ACTION ITEM
Type out all the records again exactly.

PROVIDED RECORDS
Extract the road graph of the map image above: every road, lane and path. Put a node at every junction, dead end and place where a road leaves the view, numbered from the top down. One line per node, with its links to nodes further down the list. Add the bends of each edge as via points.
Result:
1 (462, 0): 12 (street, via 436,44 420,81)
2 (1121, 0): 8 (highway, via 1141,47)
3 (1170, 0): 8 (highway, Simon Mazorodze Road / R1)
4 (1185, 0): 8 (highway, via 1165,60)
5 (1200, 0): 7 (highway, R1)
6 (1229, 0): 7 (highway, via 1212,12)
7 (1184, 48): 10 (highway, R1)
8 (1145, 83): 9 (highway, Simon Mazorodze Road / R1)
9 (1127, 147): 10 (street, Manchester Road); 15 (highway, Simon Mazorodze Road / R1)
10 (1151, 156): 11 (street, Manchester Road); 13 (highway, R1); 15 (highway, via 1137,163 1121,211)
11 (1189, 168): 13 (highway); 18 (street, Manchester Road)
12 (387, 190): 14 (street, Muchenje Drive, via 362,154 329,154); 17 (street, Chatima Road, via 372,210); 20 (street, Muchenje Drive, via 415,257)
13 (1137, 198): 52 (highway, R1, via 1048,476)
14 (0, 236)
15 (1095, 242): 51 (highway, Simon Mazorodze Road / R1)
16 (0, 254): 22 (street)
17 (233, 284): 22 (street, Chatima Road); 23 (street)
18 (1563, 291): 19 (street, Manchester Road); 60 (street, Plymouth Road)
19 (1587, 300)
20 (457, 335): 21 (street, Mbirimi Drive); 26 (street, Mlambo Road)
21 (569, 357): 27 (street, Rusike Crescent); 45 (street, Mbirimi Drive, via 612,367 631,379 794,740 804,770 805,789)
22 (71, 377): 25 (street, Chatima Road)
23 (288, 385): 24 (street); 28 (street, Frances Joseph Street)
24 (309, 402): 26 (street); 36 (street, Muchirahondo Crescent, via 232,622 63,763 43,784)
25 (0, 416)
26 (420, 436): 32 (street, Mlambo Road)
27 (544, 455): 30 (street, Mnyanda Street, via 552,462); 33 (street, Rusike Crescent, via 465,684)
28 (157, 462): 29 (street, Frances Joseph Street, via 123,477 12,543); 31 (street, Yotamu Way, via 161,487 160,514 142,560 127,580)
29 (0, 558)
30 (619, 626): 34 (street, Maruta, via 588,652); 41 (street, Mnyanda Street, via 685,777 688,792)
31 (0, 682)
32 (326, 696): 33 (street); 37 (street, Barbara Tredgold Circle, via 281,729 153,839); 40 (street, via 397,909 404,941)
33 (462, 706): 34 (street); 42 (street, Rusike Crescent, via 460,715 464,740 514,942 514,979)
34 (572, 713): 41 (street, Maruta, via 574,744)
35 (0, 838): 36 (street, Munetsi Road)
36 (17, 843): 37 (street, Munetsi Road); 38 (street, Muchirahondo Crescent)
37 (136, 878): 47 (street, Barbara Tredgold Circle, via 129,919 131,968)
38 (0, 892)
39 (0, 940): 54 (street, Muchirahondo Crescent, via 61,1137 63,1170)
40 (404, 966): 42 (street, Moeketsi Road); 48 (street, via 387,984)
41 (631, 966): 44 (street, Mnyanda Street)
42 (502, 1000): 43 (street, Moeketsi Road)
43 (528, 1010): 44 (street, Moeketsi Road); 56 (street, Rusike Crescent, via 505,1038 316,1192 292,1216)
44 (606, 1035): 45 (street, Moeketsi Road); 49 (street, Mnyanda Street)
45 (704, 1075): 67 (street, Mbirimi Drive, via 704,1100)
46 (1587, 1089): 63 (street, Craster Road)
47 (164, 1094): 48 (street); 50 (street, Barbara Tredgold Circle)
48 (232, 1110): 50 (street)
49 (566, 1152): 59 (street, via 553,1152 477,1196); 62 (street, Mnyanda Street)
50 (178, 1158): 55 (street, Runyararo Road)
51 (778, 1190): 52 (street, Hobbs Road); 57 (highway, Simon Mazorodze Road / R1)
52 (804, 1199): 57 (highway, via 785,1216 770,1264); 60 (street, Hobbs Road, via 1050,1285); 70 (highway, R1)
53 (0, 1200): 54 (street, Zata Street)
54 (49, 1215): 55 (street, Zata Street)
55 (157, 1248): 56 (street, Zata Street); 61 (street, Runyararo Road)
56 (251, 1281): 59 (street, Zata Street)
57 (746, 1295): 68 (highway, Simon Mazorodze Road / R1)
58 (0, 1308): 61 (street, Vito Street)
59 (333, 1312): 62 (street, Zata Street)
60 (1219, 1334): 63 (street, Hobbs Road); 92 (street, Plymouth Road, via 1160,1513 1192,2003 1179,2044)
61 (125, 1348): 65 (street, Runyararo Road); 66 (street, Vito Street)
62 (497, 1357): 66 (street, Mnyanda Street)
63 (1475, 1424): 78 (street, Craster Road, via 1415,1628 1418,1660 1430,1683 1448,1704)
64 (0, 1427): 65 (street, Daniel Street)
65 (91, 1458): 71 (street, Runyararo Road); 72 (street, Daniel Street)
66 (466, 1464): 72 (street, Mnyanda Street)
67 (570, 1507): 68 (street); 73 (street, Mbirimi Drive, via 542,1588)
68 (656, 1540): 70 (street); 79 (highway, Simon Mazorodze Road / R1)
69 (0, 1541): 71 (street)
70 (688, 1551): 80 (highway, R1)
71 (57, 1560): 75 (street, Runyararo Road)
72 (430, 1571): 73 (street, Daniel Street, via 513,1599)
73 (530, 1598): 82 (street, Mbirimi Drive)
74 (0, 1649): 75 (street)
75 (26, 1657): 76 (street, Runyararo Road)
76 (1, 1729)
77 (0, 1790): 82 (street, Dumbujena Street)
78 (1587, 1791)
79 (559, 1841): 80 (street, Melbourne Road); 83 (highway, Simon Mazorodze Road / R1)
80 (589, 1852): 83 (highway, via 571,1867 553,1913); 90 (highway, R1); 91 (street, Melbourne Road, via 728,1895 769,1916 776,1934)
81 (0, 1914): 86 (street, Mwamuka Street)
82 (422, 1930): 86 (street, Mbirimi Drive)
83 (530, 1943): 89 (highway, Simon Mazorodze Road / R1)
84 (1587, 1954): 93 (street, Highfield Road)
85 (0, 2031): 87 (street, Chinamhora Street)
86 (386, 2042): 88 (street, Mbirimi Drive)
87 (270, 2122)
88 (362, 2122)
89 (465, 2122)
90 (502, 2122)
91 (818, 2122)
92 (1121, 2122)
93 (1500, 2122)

RESPONSE AREA
Extract the road graph of the map image above: every road, lane and path. Put a node at every junction, dead end and place where a road leaves the view, numbered from the top down. One line per node, with its links to nodes further down the list. Add the bends of each edge as via points.
Result:
1 (462, 0): 12 (street, via 436,44 420,81)
2 (1121, 0): 8 (highway, via 1141,47)
3 (1170, 0): 8 (highway, Simon Mazorodze Road / R1)
4 (1185, 0): 8 (highway, via 1165,60)
5 (1200, 0): 7 (highway, R1)
6 (1229, 0): 7 (highway, via 1212,12)
7 (1184, 48): 10 (highway, R1)
8 (1145, 83): 9 (highway, Simon Mazorodze Road / R1)
9 (1127, 147): 10 (street, Manchester Road); 15 (highway, Simon Mazorodze Road / R1)
10 (1151, 156): 11 (street, Manchester Road); 13 (highway, R1); 15 (highway, via 1137,163 1121,211)
11 (1189, 168): 13 (highway); 18 (street, Manchester Road)
12 (387, 190): 14 (street, Muchenje Drive, via 362,154 329,154); 17 (street, Chatima Road, via 372,210); 20 (street, Muchenje Drive, via 415,257)
13 (1137, 198): 52 (highway, R1, via 1048,476)
14 (0, 236)
15 (1095, 242): 51 (highway, Simon Mazorodze Road / R1)
16 (0, 254): 22 (street)
17 (233, 284): 22 (street, Chatima Road); 23 (street)
18 (1563, 291): 19 (street, Manchester Road); 60 (street, Plymouth Road)
19 (1587, 300)
20 (457, 335): 21 (street, Mbirimi Drive); 26 (street, Mlambo Road)
21 (569, 357): 27 (street, Rusike Crescent); 45 (street, Mbirimi Drive, via 612,367 631,379 794,740 804,770 805,789)
22 (71, 377): 25 (street, Chatima Road)
23 (288, 385): 24 (street); 28 (street, Frances Joseph Street)
24 (309, 402): 26 (street); 36 (street, Muchirahondo Crescent, via 232,622 63,763 43,784)
25 (0, 416)
26 (420, 436): 32 (street, Mlambo Road)
27 (544, 455): 30 (street, Mnyanda Street, via 552,462); 33 (street, Rusike Crescent, via 465,684)
28 (157, 462): 29 (street, Frances Joseph Street, via 123,477 12,543); 31 (street, Yotamu Way, via 161,487 160,514 142,560 127,580)
29 (0, 558)
30 (619, 626): 34 (street, Maruta, via 588,652); 41 (street, Mnyanda Street, via 685,777 688,792)
31 (0, 682)
32 (326, 696): 33 (street); 37 (street, Barbara Tredgold Circle, via 281,729 153,839); 40 (street, via 397,909 404,941)
33 (462, 706): 34 (street); 42 (street, Rusike Crescent, via 460,715 464,740 514,942 514,979)
34 (572, 713): 41 (street, Maruta, via 574,744)
35 (0, 838): 36 (street, Munetsi Road)
36 (17, 843): 37 (street, Munetsi Road); 38 (street, Muchirahondo Crescent)
37 (136, 878): 47 (street, Barbara Tredgold Circle, via 129,919 131,968)
38 (0, 892)
39 (0, 940): 54 (street, Muchirahondo Crescent, via 61,1137 63,1170)
40 (404, 966): 42 (street, Moeketsi Road); 48 (street, via 387,984)
41 (631, 966): 44 (street, Mnyanda Street)
42 (502, 1000): 43 (street, Moeketsi Road)
43 (528, 1010): 44 (street, Moeketsi Road); 56 (street, Rusike Crescent, via 505,1038 316,1192 292,1216)
44 (606, 1035): 45 (street, Moeketsi Road); 49 (street, Mnyanda Street)
45 (704, 1075): 67 (street, Mbirimi Drive, via 704,1100)
46 (1587, 1089): 63 (street, Craster Road)
47 (164, 1094): 48 (street); 50 (street, Barbara Tredgold Circle)
48 (232, 1110): 50 (street)
49 (566, 1152): 59 (street, via 553,1152 477,1196); 62 (street, Mnyanda Street)
50 (178, 1158): 55 (street, Runyararo Road)
51 (778, 1190): 52 (street, Hobbs Road); 57 (highway, Simon Mazorodze Road / R1)
52 (804, 1199): 57 (highway, via 785,1216 770,1264); 60 (street, Hobbs Road, via 1050,1285); 70 (highway, R1)
53 (0, 1200): 54 (street, Zata Street)
54 (49, 1215): 55 (street, Zata Street)
55 (157, 1248): 56 (street, Zata Street); 61 (street, Runyararo Road)
56 (251, 1281): 59 (street, Zata Street)
57 (746, 1295): 68 (highway, Simon Mazorodze Road / R1)
58 (0, 1308): 61 (street, Vito Street)
59 (333, 1312): 62 (street, Zata Street)
60 (1219, 1334): 63 (street, Hobbs Road); 92 (street, Plymouth Road, via 1160,1513 1192,2003 1179,2044)
61 (125, 1348): 65 (street, Runyararo Road); 66 (street, Vito Street)
62 (497, 1357): 66 (street, Mnyanda Street)
63 (1475, 1424): 78 (street, Craster Road, via 1415,1628 1418,1660 1430,1683 1448,1704)
64 (0, 1427): 65 (street, Daniel Street)
65 (91, 1458): 71 (street, Runyararo Road); 72 (street, Daniel Street)
66 (466, 1464): 72 (street, Mnyanda Street)
67 (570, 1507): 68 (street); 73 (street, Mbirimi Drive, via 542,1588)
68 (656, 1540): 70 (street); 79 (highway, Simon Mazorodze Road / R1)
69 (0, 1541): 71 (street)
70 (688, 1551): 80 (highway, R1)
71 (57, 1560): 75 (street, Runyararo Road)
72 (430, 1571): 73 (street, Daniel Street, via 513,1599)
73 (530, 1598): 82 (street, Mbirimi Drive)
74 (0, 1649): 75 (street)
75 (26, 1657): 76 (street, Runyararo Road)
76 (1, 1729)
77 (0, 1790): 82 (street, Dumbujena Street)
78 (1587, 1791)
79 (559, 1841): 80 (street, Melbourne Road); 83 (highway, Simon Mazorodze Road / R1)
80 (589, 1852): 83 (highway, via 571,1867 553,1913); 90 (highway, R1); 91 (street, Melbourne Road, via 728,1895 769,1916 776,1934)
81 (0, 1914): 86 (street, Mwamuka Street)
82 (422, 1930): 86 (street, Mbirimi Drive)
83 (530, 1943): 89 (highway, Simon Mazorodze Road / R1)
84 (1587, 1954): 93 (street, Highfield Road)
85 (0, 2031): 87 (street, Chinamhora Street)
86 (386, 2042): 88 (street, Mbirimi Drive)
87 (270, 2122)
88 (362, 2122)
89 (465, 2122)
90 (502, 2122)
91 (818, 2122)
92 (1121, 2122)
93 (1500, 2122)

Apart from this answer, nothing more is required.